**** MATERIAL PROVIDED ****

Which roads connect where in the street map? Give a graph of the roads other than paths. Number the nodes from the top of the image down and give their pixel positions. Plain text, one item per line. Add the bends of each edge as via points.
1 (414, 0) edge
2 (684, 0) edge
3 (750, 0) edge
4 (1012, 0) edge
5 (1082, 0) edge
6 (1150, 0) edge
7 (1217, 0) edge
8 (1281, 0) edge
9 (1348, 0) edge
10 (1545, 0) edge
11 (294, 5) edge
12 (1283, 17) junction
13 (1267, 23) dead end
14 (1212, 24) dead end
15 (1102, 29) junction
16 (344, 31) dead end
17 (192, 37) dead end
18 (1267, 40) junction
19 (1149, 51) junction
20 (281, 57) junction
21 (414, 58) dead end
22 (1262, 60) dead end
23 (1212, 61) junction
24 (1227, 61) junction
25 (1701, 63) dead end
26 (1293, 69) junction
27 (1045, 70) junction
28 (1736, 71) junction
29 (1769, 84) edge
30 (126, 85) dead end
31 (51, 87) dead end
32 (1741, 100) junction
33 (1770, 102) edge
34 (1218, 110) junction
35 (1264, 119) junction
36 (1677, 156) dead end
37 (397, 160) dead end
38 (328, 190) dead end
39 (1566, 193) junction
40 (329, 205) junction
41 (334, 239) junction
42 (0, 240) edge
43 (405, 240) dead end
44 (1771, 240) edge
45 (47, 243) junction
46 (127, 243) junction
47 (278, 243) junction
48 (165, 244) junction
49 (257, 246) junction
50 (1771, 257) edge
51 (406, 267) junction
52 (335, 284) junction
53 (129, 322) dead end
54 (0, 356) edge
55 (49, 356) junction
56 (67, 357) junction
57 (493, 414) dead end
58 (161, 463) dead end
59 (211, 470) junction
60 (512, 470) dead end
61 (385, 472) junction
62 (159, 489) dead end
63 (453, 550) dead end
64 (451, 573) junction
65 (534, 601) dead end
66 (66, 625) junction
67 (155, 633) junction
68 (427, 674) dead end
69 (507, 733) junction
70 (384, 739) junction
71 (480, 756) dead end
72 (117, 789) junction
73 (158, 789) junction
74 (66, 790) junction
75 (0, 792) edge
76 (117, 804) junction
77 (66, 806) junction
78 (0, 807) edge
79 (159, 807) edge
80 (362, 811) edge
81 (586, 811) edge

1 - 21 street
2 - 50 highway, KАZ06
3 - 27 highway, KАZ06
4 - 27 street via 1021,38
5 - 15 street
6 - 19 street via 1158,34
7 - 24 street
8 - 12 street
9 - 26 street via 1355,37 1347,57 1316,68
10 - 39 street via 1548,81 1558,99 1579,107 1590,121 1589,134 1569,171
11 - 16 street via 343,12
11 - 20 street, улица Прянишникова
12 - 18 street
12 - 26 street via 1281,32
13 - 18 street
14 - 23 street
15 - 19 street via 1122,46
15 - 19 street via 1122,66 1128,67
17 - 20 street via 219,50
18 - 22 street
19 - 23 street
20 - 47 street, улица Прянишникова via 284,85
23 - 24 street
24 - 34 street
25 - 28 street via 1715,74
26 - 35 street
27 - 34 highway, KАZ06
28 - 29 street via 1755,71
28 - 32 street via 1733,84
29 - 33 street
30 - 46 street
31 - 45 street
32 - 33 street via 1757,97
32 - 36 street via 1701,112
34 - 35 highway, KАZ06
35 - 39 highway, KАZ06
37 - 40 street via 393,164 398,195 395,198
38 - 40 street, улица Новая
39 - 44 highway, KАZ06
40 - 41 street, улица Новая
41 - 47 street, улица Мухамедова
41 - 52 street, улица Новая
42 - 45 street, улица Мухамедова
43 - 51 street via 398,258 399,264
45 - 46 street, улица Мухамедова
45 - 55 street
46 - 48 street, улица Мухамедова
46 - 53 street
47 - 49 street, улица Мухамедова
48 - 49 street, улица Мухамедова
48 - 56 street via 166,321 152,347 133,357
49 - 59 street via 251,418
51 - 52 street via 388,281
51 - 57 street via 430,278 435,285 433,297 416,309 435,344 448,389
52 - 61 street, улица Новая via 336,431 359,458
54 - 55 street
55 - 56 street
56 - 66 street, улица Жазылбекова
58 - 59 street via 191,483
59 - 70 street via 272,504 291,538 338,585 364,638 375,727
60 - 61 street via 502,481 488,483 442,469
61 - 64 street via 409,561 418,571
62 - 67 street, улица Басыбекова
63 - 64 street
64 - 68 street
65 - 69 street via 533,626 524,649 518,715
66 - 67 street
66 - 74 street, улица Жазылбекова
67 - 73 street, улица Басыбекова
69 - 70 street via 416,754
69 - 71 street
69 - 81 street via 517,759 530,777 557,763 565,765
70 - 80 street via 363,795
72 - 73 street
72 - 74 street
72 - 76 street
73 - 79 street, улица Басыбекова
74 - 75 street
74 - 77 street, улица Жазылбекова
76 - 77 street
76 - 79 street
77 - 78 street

****

▶ **WORK INSTRUCTION**
Output each line of the records above exactly.

▶ **RESPONSE BELOW**
Which roads connect where in the street map? Give a graph of the roads other than paths. Number the nodes from the top of the image down and give their pixel positions. Plain text, one item per line. Add the bends of each edge as via points.
1 (414, 0) edge
2 (684, 0) edge
3 (750, 0) edge
4 (1012, 0) edge
5 (1082, 0) edge
6 (1150, 0) edge
7 (1217, 0) edge
8 (1281, 0) edge
9 (1348, 0) edge
10 (1545, 0) edge
11 (294, 5) edge
12 (1283, 17) junction
13 (1267, 23) dead end
14 (1212, 24) dead end
15 (1102, 29) junction
16 (344, 31) dead end
17 (192, 37) dead end
18 (1267, 40) junction
19 (1149, 51) junction
20 (281, 57) junction
21 (414, 58) dead end
22 (1262, 60) dead end
23 (1212, 61) junction
24 (1227, 61) junction
25 (1701, 63) dead end
26 (1293, 69) junction
27 (1045, 70) junction
28 (1736, 71) junction
29 (1769, 84) edge
30 (126, 85) dead end
31 (51, 87) dead end
32 (1741, 100) junction
33 (1770, 102) edge
34 (1218, 110) junction
35 (1264, 119) junction
36 (1677, 156) dead end
37 (397, 160) dead end
38 (328, 190) dead end
39 (1566, 193) junction
40 (329, 205) junction
41 (334, 239) junction
42 (0, 240) edge
43 (405, 240) dead end
44 (1771, 240) edge
45 (47, 243) junction
46 (127, 243) junction
47 (278, 243) junction
48 (165, 244) junction
49 (257, 246) junction
50 (1771, 257) edge
51 (406, 267) junction
52 (335, 284) junction
53 (129, 322) dead end
54 (0, 356) edge
55 (49, 356) junction
56 (67, 357) junction
57 (493, 414) dead end
58 (161, 463) dead end
59 (211, 470) junction
60 (512, 470) dead end
61 (385, 472) junction
62 (159, 489) dead end
63 (453, 550) dead end
64 (451, 573) junction
65 (534, 601) dead end
66 (66, 625) junction
67 (155, 633) junction
68 (427, 674) dead end
69 (507, 733) junction
70 (384, 739) junction
71 (480, 756) dead end
72 (117, 789) junction
73 (158, 789) junction
74 (66, 790) junction
75 (0, 792) edge
76 (117, 804) junction
77 (66, 806) junction
78 (0, 807) edge
79 (159, 807) edge
80 (362, 811) edge
81 (586, 811) edge

1 - 21 street
2 - 50 highway, KАZ06
3 - 27 highway, KАZ06
4 - 27 street via 1021,38
5 - 15 street
6 - 19 street via 1158,34
7 - 24 street
8 - 12 street
9 - 26 street via 1355,37 1347,57 1316,68
10 - 39 street via 1548,81 1558,99 1579,107 1590,121 1589,134 1569,171
11 - 16 street via 343,12
11 - 20 street, улица Прянишникова
12 - 18 street
12 - 26 street via 1281,32
13 - 18 street
14 - 23 street
15 - 19 street via 1122,46
15 - 19 street via 1122,66 1128,67
17 - 20 street via 219,50
18 - 22 street
19 - 23 street
20 - 47 street, улица Прянишникова via 284,85
23 - 24 street
24 - 34 street
25 - 28 street via 1715,74
26 - 35 street
27 - 34 highway, KАZ06
28 - 29 street via 1755,71
28 - 32 street via 1733,84
29 - 33 street
30 - 46 street
31 - 45 street
32 - 33 street via 1757,97
32 - 36 street via 1701,112
34 - 35 highway, KАZ06
35 - 39 highway, KАZ06
37 - 40 street via 393,164 398,195 395,198
38 - 40 street, улица Новая
39 - 44 highway, KАZ06
40 - 41 street, улица Новая
41 - 47 street, улица Мухамедова
41 - 52 street, улица Новая
42 - 45 street, улица Мухамедова
43 - 51 street via 398,258 399,264
45 - 46 street, улица Мухамедова
45 - 55 street
46 - 48 street, улица Мухамедова
46 - 53 street
47 - 49 street, улица Мухамедова
48 - 49 street, улица Мухамедова
48 - 56 street via 166,321 152,347 133,357
49 - 59 street via 251,418
51 - 52 street via 388,281
51 - 57 street via 430,278 435,285 433,297 416,309 435,344 448,389
52 - 61 street, улица Новая via 336,431 359,458
54 - 55 street
55 - 56 street
56 - 66 street, улица Жазылбекова
58 - 59 street via 191,483
59 - 70 street via 272,504 291,538 338,585 364,638 375,727
60 - 61 street via 502,481 488,483 442,469
61 - 64 street via 409,561 418,571
62 - 67 street, улица Басыбекова
63 - 64 street
64 - 68 street
65 - 69 street via 533,626 524,649 518,715
66 - 67 street
66 - 74 street, улица Жазылбекова
67 - 73 street, улица Басыбекова
69 - 70 street via 416,754
69 - 71 street
69 - 81 street via 517,759 530,777 557,763 565,765
70 - 80 street via 363,795
72 - 73 street
72 - 74 street
72 - 76 street
73 - 79 street, улица Басыбекова
74 - 75 street
74 - 77 street, улица Жазылбекова
76 - 77 street
76 - 79 street
77 - 78 street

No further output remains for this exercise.